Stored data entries
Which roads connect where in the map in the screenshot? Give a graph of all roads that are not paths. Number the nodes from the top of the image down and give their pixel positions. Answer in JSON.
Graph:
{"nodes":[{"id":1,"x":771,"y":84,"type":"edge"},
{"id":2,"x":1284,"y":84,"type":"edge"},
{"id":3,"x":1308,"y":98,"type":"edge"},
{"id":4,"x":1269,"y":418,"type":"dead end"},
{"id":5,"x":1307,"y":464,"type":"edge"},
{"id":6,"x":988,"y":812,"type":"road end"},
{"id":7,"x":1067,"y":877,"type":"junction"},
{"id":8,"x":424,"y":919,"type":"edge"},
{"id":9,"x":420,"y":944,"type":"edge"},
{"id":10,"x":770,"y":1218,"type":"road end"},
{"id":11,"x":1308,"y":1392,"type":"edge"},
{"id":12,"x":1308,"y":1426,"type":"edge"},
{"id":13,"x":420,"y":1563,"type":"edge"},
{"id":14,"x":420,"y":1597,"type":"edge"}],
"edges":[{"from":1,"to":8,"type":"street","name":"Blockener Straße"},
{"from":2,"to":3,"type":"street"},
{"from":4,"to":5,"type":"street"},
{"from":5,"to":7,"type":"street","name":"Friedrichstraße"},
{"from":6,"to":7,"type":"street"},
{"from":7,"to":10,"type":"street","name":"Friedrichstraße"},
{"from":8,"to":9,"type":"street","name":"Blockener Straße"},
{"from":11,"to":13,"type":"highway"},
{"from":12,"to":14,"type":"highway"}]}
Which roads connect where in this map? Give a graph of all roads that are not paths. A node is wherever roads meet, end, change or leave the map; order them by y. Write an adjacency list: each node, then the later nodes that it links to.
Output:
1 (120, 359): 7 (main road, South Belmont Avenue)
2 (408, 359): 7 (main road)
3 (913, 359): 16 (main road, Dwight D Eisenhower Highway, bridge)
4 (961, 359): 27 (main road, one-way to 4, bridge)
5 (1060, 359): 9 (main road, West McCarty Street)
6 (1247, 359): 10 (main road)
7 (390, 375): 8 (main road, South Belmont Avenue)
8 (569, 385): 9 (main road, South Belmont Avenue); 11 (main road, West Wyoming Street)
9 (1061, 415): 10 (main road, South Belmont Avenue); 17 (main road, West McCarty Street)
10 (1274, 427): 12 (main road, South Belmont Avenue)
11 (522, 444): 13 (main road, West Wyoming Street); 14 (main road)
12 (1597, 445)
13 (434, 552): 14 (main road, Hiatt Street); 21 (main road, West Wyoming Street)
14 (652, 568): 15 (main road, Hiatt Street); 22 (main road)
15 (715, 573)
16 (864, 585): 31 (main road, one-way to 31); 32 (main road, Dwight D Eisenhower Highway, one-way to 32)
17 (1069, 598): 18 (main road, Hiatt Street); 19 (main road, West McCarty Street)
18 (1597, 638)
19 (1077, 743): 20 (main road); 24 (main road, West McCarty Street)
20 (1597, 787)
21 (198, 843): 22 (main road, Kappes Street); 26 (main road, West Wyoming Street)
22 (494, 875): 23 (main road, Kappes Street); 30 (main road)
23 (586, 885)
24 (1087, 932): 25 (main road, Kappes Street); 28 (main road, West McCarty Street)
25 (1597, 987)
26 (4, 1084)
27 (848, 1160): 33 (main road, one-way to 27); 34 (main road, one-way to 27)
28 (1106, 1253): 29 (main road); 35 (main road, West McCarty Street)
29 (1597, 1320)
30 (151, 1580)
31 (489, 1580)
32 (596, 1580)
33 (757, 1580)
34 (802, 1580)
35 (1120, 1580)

Required work ▸ Copy nothing except the lines from the one holding "Which roads connect where in this" through the last line of the data above, and return them exactly.

Solution to the problem ▸
Which roads connect where in this map? Give a graph of all roads that are not paths. A node is wherever roads meet, end, change or leave the map; order them by y. Write an adjacency list: each node, then the later nodes that it links to.
Output:
1 (120, 359): 7 (main road, South Belmont Avenue)
2 (408, 359): 7 (main road)
3 (913, 359): 16 (main road, Dwight D Eisenhower Highway, bridge)
4 (961, 359): 27 (main road, one-way to 4, bridge)
5 (1060, 359): 9 (main road, West McCarty Street)
6 (1247, 359): 10 (main road)
7 (390, 375): 8 (main road, South Belmont Avenue)
8 (569, 385): 9 (main road, South Belmont Avenue); 11 (main road, West Wyoming Street)
9 (1061, 415): 10 (main road, South Belmont Avenue); 17 (main road, West McCarty Street)
10 (1274, 427): 12 (main road, South Belmont Avenue)
11 (522, 444): 13 (main road, West Wyoming Street); 14 (main road)
12 (1597, 445)
13 (434, 552): 14 (main road, Hiatt Street); 21 (main road, West Wyoming Street)
14 (652, 568): 15 (main road, Hiatt Street); 22 (main road)
15 (715, 573)
16 (864, 585): 31 (main road, one-way to 31); 32 (main road, Dwight D Eisenhower Highway, one-way to 32)
17 (1069, 598): 18 (main road, Hiatt Street); 19 (main road, West McCarty Street)
18 (1597, 638)
19 (1077, 743): 20 (main road); 24 (main road, West McCarty Street)
20 (1597, 787)
21 (198, 843): 22 (main road, Kappes Street); 26 (main road, West Wyoming Street)
22 (494, 875): 23 (main road, Kappes Street); 30 (main road)
23 (586, 885)
24 (1087, 932): 25 (main road, Kappes Street); 28 (main road, West McCarty Street)
25 (1597, 987)
26 (4, 1084)
27 (848, 1160): 33 (main road, one-way to 27); 34 (main road, one-way to 27)
28 (1106, 1253): 29 (main road); 35 (main road, West McCarty Street)
29 (1597, 1320)
30 (151, 1580)
31 (489, 1580)
32 (596, 1580)
33 (757, 1580)
34 (802, 1580)
35 (1120, 1580)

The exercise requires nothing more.